> INFORMATION PROVIDED
----
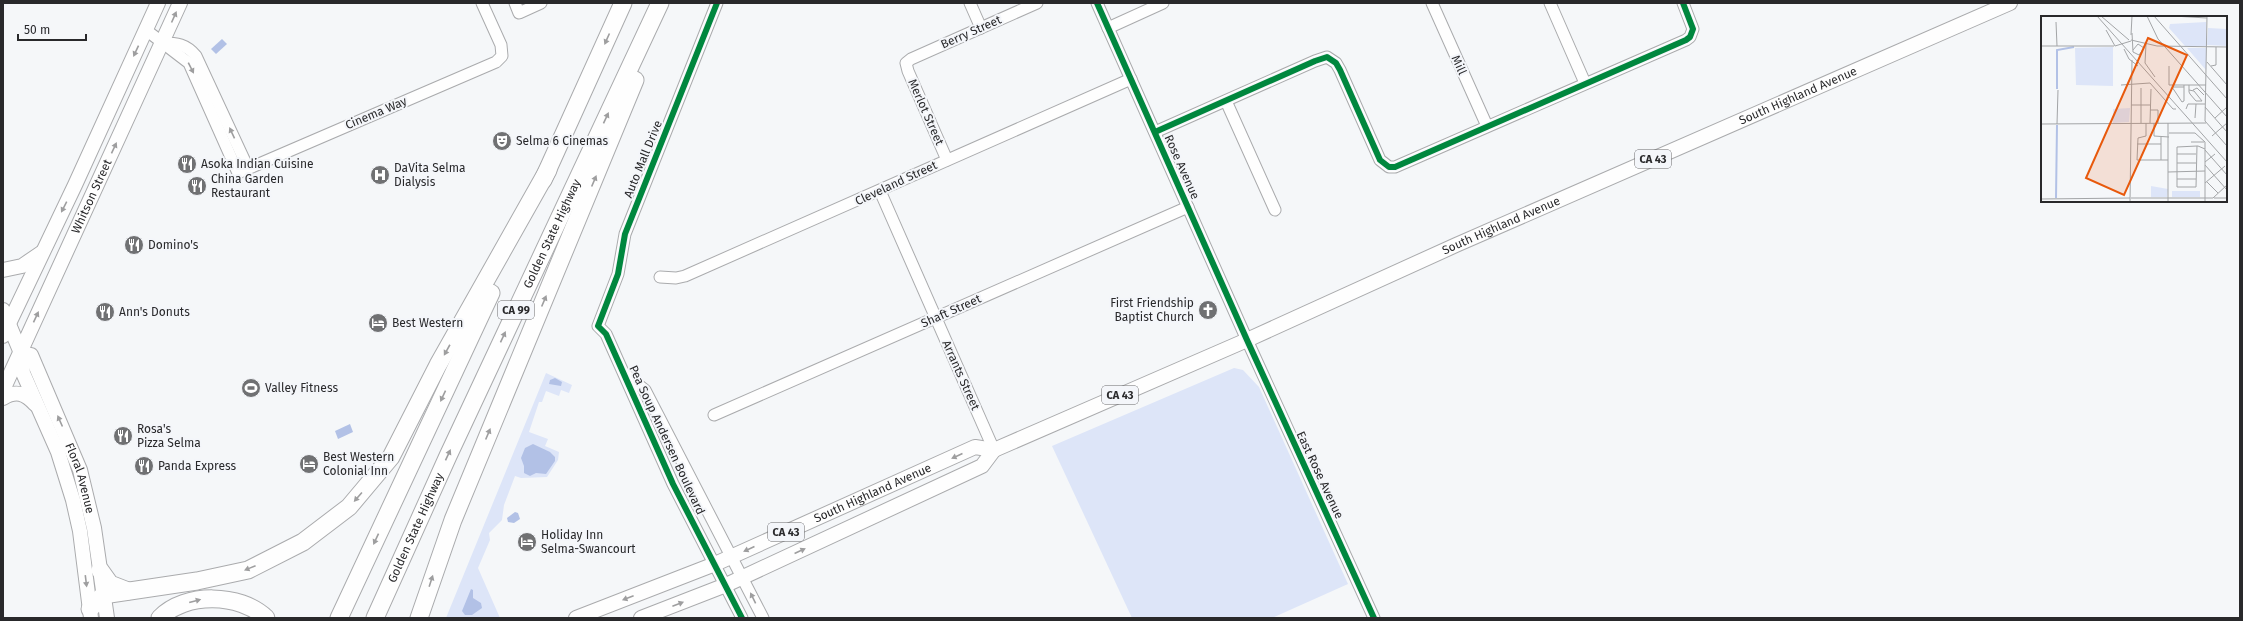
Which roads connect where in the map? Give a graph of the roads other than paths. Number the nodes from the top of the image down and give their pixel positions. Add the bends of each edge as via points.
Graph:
1 (158, 3) edge
2 (180, 3) edge
3 (482, 3) edge
4 (515, 3) edge
5 (541, 3) edge
6 (622, 3) edge
7 (660, 3) edge
8 (666, 3) edge
9 (717, 3) edge
10 (970, 3) edge
11 (1037, 3) edge
12 (1097, 3) edge
13 (1163, 3) edge
14 (1432, 3) edge
15 (1550, 3) edge
16 (1683, 3) edge
17 (2010, 3) edge
18 (981, 28) junction
19 (1108, 28) junction
20 (146, 30) junction
21 (162, 43) junction
22 (906, 63) joint
23 (1131, 79) junction
24 (1585, 83) junction
25 (1226, 101) junction
26 (108, 112) junction
27 (1487, 126) junction
28 (1154, 132) junction
29 (947, 160) junction
30 (548, 170) junction
31 (75, 185) junction
32 (94, 190) junction
33 (880, 191) junction
34 (1188, 207) junction
35 (1276, 210) dead end
36 (41, 253) junction
37 (60, 264) junction
38 (3, 270) edge
39 (660, 277) dead end
40 (6, 316) edge
41 (936, 318) junction
42 (598, 326) joint
43 (3, 336) edge
44 (1247, 340) junction
45 (21, 353) junction
46 (623, 372) junction
47 (3, 390) edge
48 (3, 398) edge
49 (37, 406) junction
50 (714, 415) dead end
51 (994, 450) junction
52 (732, 557) junction
53 (715, 564) junction
54 (100, 570) junction
55 (743, 577) junction
56 (726, 585) junction
57 (128, 591) junction
58 (103, 595) junction
59 (90, 614) edge
60 (107, 618) edge
61 (160, 618) edge
62 (266, 618) edge
63 (339, 618) edge
64 (375, 618) edge
65 (419, 618) edge
66 (576, 618) edge
67 (641, 618) edge
68 (742, 618) edge
69 (763, 618) edge
70 (1374, 618) edge

1 - 20 main road, Whitson Street
21 -> 2 main road, Whitson Street
3 - 21 street, Cinema Way via 501,45 502,56 496,62 248,168 196,56 178,42
4 - 5 street via 519,13
6 -> 30 highway, CA 99
64 -> 7 highway, Golden State Highway / CA 99
65 -> 8 highway via 453,520
9 - 42 street, Auto Mall Drive via 625,234 618,274
10 - 18 street
11 - 18 street, Berry Street
12 - 19 street, Rose Avenue
13 - 19 street
14 - 27 street, Mill
15 - 24 street
16 - 24 street via 1693,30 1690,37
17 - 44 main road, South Highland Avenue / CA 43 via 1462,242
18 - 22 street, Berry Street
19 - 23 street, Rose Avenue
20 - 21 street
20 -> 26 main road, Whitson Street
32 -> 21 main road, Whitson Street
22 - 29 street, Merlot Street
23 - 28 street, Rose Avenue
23 - 29 street, Cleveland Street
24 - 27 street
25 - 27 street via 1327,57 1336,63 1376,153 1389,167 1395,167
25 - 28 street
25 - 35 street
26 - 31 main road, Whitson Street
26 - 32 main road via 112,124 88,177
28 - 34 street, Rose Avenue
29 - 33 street, Cleveland Street
30 -> 57 highway via 438,366 391,457 349,507 303,542 248,570 197,581
30 -> 63 highway, CA 99
31 -> 36 main road, Whitson Street
31 - 37 main road via 78,205 63,240 58,258
32 - 37 main road, Whitson Street
33 - 39 street, Cleveland Street via 681,278
33 - 41 street, Arrants Street
34 - 41 street, Shaft Street
34 - 44 street, Rose Avenue
36 - 38 main road via 22,266
36 - 40 main road, Whitson Street
45 -> 37 main road, Whitson Street
40 - 43 main road, Whitson Street
40 - 45 main road, Floral Avenue
41 - 50 street, Shaft Street
41 - 51 street, Arrants Street
42 - 46 street, Pea Soup Andersen Boulevard via 606,334
44 - 51 main road, South Highland Avenue / CA 43
44 - 70 street, East Rose Avenue
45 - 47 main road, Whitson Street
45 - 49 main road, Floral Avenue via 23,373
54 -> 45 main road, Floral Avenue via 80,470 31,355
46 - 52 street, Pea Soup Andersen Boulevard via 646,390
46 - 53 street, Pea Soup Andersen Boulevard via 673,484
48 - 49 main road via 22,393
49 -> 59 main road, Floral Avenue via 58,452 73,500 80,531
51 -> 52 main road, South Highland Avenue / CA 43 via 975,447
55 -> 51 main road, South Highland Avenue / CA 43 via 982,466
52 - 53 main road, South Highland Avenue / CA 43
52 - 55 street, Pea Soup Andersen Boulevard
53 - 56 street, Pea Soup Andersen Boulevard
53 -> 66 main road, South Highland Avenue / CA 43
54 - 57 highway via 110,584
54 - 58 main road, Floral Avenue
55 - 56 main road, South Highland Avenue / CA 43
69 -> 55 street, Pea Soup Andersen Boulevard
67 -> 56 main road, South Highland Avenue / CA 43
56 - 68 street, Pea Soup Andersen Boulevard
57 - 58 highway
58 - 59 highway
58 - 60 main road, Floral Avenue
61 -> 62 highway via 181,605 204,598 235,602 258,611

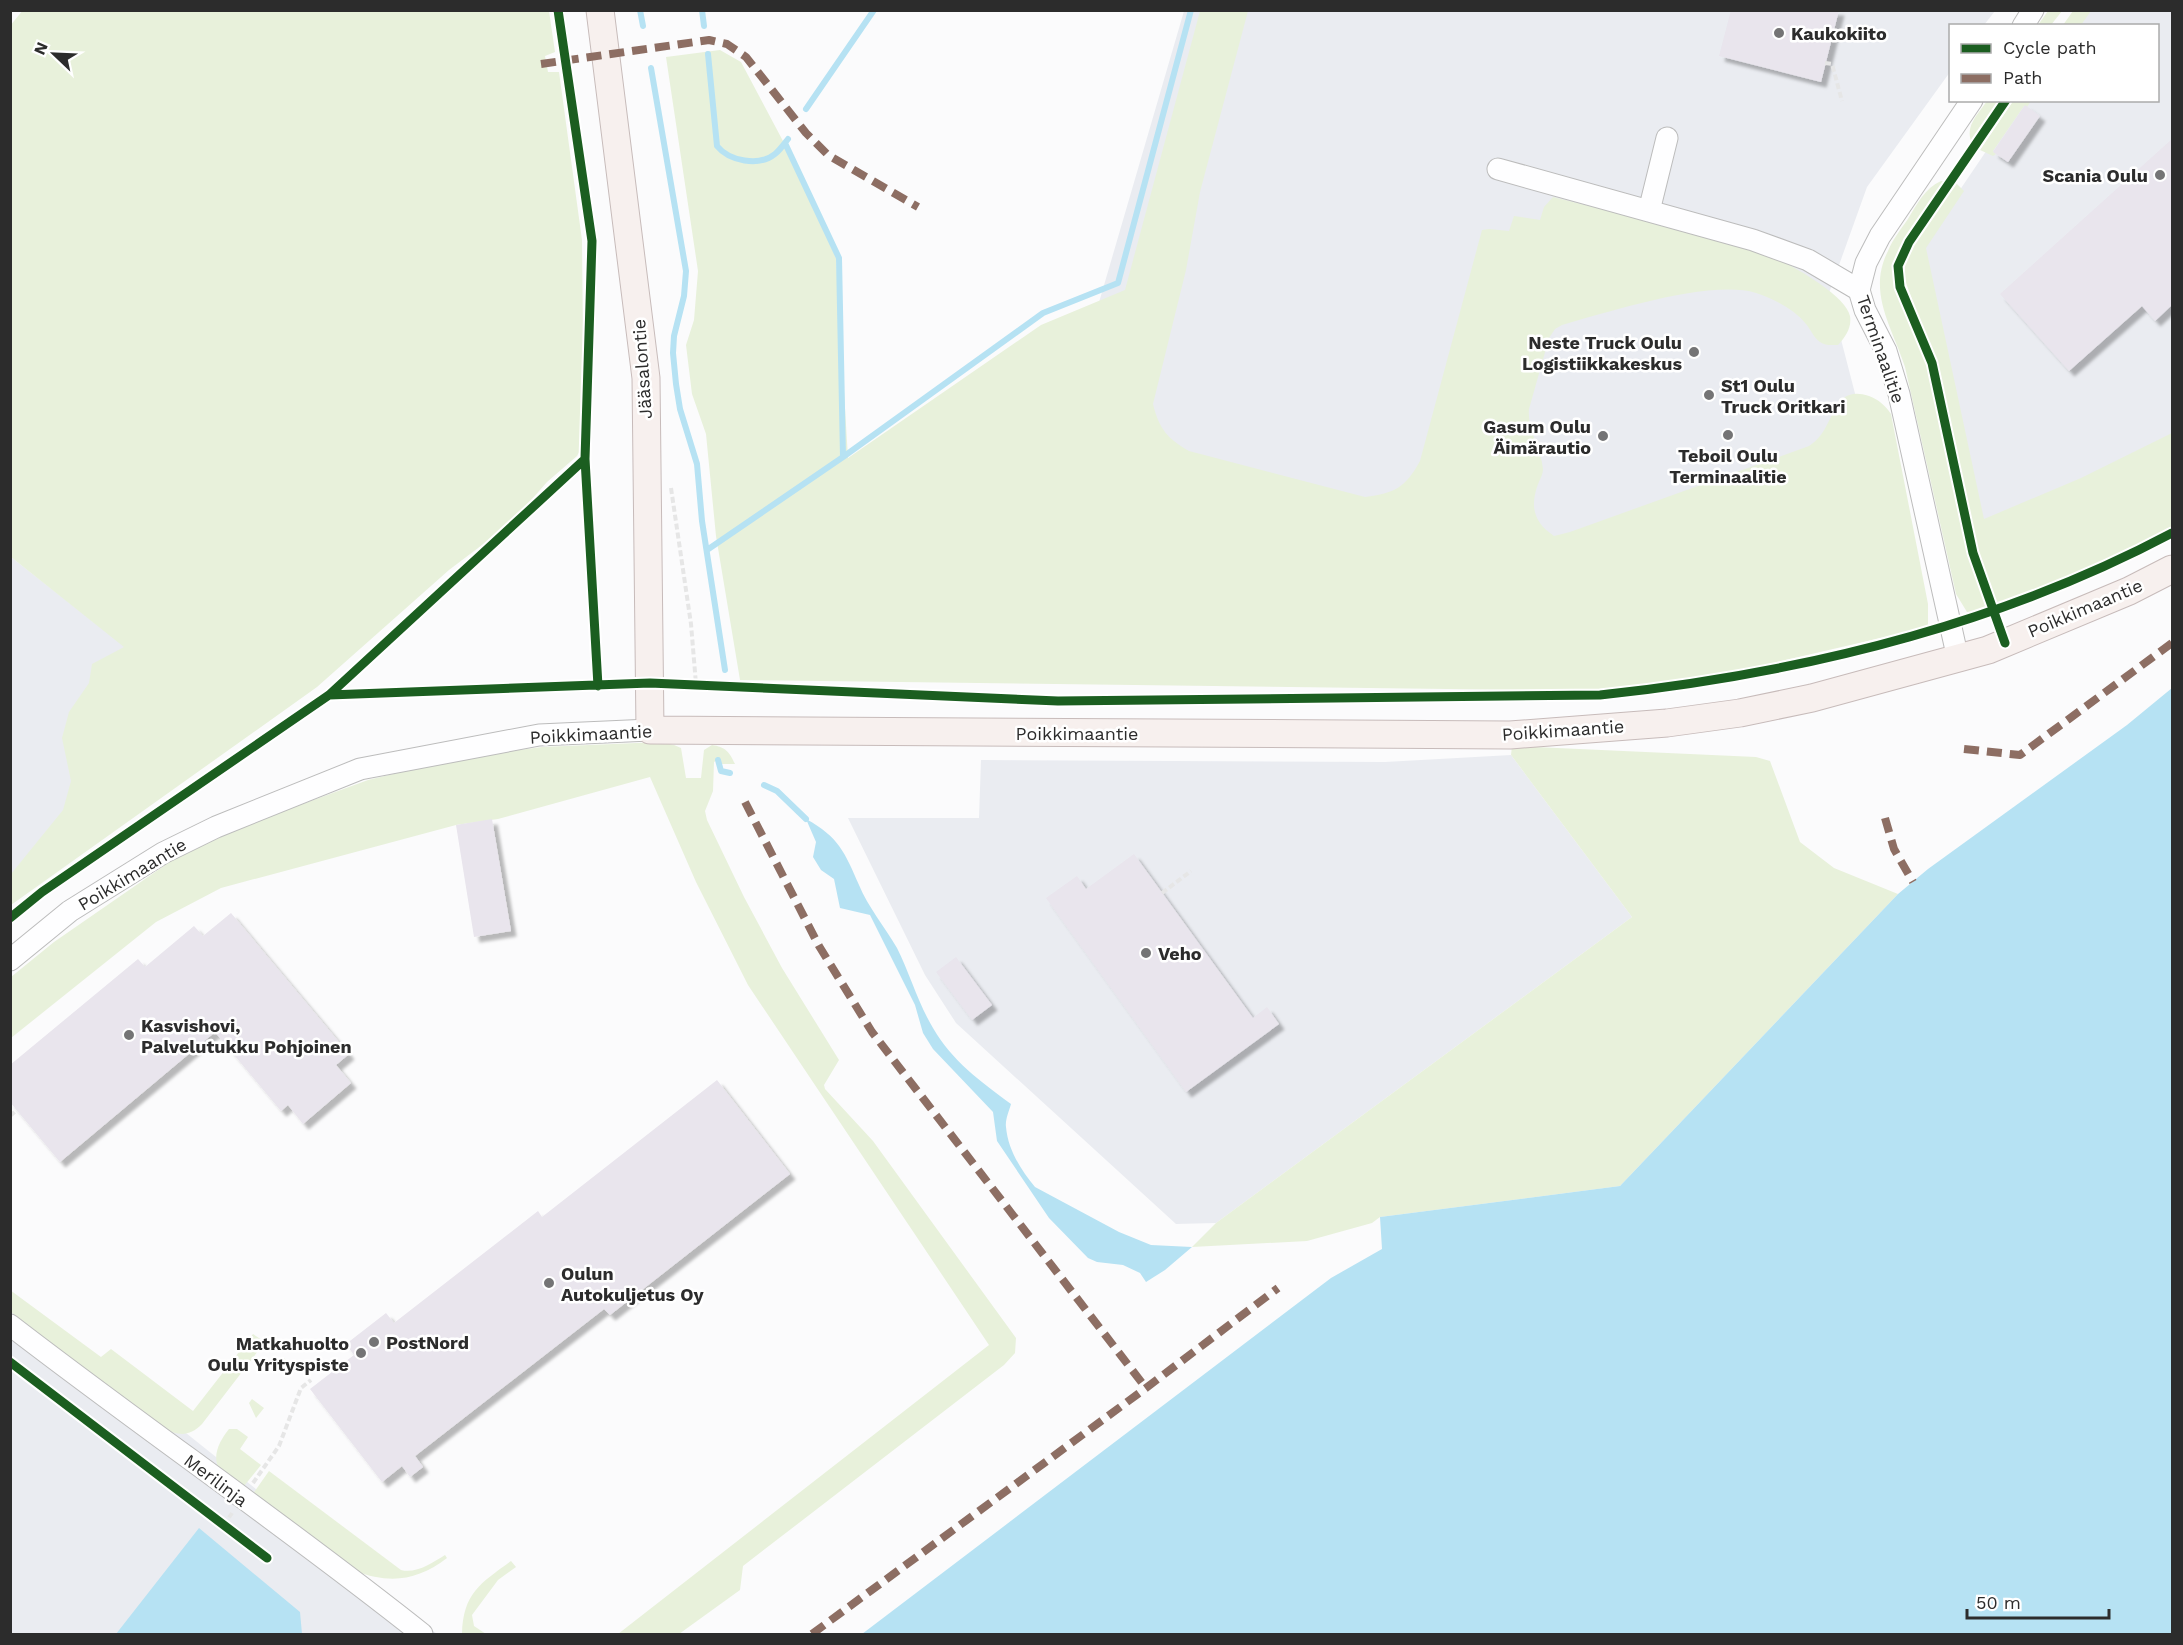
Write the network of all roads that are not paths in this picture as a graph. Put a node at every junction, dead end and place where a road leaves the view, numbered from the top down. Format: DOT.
graph roads {
  1 [pos="600,10"];
  2 [pos="2033,10"];
  3 [pos="2024,24"];
  4 [pos="1971,102"];
  5 [pos="1667,138"];
  6 [pos="1498,170"];
  7 [pos="1649,211"];
  8 [pos="1859,290"];
  9 [pos="2172,569"];
  10 [pos="1958,659"];
  11 [pos="650,730"];
  12 [pos="10,960"];
  13 [pos="10,1325"];
  14 [pos="422,1635"];
  1 -- 11 [label="main road, Jääsalontie"];
  2 -- 3 [label="street"];
  4 -- 8 [label="street, Terminaalitie"];
  5 -- 7 [label="street"];
  6 -- 7 [label="street"];
  7 -- 8 [label="street"];
  8 -- 10 [label="street, Terminaalitie"];
  9 -- 10 [label="main road, Poikkimaantie"];
  10 -- 11 [label="main road, Poikkimaantie"];
  11 -- 12 [label="street, Poikkimaantie"];
  13 -- 14 [label="street, Merilinja"];
}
----
> TASK INSTRUCTIONS
Determine how many lines in the data include "dead", and let the answer be that number alone.

> RESPONSE FOR THIS EXERCISE
4